| Work task |
Go through the listing below. Copy each line that has the string "paths".

| Input |
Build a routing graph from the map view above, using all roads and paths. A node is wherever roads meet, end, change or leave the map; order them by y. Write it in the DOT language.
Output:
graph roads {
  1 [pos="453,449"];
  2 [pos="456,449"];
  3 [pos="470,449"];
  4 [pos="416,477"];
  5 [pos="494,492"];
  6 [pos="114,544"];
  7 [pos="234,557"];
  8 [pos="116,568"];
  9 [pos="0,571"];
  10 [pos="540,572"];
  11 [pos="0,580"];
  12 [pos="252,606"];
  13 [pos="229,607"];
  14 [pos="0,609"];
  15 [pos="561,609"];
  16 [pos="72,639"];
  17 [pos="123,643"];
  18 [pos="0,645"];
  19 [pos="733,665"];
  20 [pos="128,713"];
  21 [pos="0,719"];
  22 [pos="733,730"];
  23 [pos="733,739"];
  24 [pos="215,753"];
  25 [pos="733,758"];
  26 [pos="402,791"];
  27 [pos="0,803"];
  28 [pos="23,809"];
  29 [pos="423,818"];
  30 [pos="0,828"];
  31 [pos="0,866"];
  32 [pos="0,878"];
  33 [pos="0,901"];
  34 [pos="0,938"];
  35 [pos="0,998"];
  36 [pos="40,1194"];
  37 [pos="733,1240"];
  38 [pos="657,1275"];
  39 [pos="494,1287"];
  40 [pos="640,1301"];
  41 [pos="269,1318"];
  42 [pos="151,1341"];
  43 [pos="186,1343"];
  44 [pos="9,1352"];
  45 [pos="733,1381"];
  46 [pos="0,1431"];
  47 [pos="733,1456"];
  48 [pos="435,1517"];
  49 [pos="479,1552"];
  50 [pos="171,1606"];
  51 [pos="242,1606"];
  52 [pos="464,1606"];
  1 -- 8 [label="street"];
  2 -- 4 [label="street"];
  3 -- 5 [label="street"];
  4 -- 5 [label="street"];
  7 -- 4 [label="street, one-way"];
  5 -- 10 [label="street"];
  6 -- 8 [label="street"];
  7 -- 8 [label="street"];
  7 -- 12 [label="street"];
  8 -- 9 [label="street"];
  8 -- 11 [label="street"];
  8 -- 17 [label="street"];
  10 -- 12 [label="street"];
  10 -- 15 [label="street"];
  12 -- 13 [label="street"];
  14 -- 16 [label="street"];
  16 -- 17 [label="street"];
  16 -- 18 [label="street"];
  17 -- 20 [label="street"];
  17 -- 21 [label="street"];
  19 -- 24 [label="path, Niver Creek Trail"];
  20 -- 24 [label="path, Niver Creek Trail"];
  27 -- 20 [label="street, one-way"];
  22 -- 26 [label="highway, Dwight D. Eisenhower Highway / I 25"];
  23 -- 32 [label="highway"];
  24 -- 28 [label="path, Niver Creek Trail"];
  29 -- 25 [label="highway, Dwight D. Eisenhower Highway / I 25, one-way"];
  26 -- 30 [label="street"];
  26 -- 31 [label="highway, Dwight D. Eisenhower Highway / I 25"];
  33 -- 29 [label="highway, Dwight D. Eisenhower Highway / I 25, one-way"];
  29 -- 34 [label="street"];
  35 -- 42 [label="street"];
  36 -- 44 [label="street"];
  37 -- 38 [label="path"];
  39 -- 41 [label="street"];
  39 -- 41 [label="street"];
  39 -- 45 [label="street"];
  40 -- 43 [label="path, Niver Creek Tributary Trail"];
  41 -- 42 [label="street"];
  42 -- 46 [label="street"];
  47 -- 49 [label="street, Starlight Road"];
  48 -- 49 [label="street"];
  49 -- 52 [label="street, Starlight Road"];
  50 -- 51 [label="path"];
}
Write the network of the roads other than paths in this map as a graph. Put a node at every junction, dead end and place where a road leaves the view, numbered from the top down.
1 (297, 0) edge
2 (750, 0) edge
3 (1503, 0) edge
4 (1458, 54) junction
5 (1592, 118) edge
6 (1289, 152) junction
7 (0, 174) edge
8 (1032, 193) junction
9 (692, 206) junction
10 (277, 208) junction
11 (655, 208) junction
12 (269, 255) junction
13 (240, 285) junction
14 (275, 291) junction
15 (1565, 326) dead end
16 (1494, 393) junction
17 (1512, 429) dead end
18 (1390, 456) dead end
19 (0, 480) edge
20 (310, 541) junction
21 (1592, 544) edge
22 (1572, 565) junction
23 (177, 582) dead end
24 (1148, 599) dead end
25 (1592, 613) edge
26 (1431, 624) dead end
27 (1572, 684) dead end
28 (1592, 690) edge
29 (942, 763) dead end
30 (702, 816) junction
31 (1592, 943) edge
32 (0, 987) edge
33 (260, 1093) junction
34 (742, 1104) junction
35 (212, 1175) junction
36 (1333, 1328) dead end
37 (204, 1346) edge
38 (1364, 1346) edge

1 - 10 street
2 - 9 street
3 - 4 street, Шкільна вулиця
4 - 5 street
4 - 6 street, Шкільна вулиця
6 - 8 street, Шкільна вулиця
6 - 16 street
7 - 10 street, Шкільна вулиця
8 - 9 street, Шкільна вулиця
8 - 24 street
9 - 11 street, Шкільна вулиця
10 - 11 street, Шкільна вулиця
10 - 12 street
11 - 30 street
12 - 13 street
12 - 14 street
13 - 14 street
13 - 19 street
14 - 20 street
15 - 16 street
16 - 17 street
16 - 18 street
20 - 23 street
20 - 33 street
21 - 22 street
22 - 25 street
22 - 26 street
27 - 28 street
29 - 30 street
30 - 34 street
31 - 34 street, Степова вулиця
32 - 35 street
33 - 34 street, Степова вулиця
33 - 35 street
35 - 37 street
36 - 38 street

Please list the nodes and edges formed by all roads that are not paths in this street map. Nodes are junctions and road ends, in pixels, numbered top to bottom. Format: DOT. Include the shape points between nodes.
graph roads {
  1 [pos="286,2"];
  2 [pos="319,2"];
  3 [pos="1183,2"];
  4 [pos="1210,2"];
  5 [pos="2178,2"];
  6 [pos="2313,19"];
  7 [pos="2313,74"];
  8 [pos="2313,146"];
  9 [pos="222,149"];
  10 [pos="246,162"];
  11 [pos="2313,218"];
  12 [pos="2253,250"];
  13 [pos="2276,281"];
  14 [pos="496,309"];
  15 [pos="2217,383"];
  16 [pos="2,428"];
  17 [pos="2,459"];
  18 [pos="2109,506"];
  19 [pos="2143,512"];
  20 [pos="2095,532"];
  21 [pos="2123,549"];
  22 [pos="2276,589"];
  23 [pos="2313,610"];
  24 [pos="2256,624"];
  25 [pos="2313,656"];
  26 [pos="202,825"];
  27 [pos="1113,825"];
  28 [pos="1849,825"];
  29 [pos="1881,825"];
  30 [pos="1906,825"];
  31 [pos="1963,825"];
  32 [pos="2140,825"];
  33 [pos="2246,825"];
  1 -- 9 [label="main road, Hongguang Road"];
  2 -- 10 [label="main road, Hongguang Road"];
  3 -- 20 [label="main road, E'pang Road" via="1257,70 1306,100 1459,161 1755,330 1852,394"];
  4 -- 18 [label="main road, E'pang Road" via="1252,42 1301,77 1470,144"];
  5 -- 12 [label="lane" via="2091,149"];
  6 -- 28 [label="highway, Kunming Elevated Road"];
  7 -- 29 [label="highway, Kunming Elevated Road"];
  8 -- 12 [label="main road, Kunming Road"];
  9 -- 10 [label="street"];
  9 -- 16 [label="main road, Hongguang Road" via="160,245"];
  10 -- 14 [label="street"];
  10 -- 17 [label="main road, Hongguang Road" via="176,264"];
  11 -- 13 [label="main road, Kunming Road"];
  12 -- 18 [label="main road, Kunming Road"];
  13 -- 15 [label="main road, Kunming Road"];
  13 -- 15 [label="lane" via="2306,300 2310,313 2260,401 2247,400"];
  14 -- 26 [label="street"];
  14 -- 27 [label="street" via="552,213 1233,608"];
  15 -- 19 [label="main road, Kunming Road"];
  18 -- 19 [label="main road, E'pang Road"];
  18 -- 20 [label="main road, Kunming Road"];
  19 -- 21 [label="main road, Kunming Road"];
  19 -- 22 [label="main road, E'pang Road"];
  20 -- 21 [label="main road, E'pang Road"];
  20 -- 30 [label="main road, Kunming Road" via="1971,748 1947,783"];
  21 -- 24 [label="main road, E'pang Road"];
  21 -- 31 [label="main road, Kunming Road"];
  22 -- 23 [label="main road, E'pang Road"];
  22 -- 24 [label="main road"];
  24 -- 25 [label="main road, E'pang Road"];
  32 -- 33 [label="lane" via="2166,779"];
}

| Task answer |
Build a routing graph from the map view above, using all roads and paths. A node is wherever roads meet, end, change or leave the map; order them by y. Write it in the DOT language.
Write the network of the roads other than paths in this map as a graph. Put a node at every junction, dead end and place where a road leaves the view, numbered from the top down.
Please list the nodes and edges formed by all roads that are not paths in this street map. Nodes are junctions and road ends, in pixels, numbered top to bottom. Format: DOT. Include the shape points between nodes.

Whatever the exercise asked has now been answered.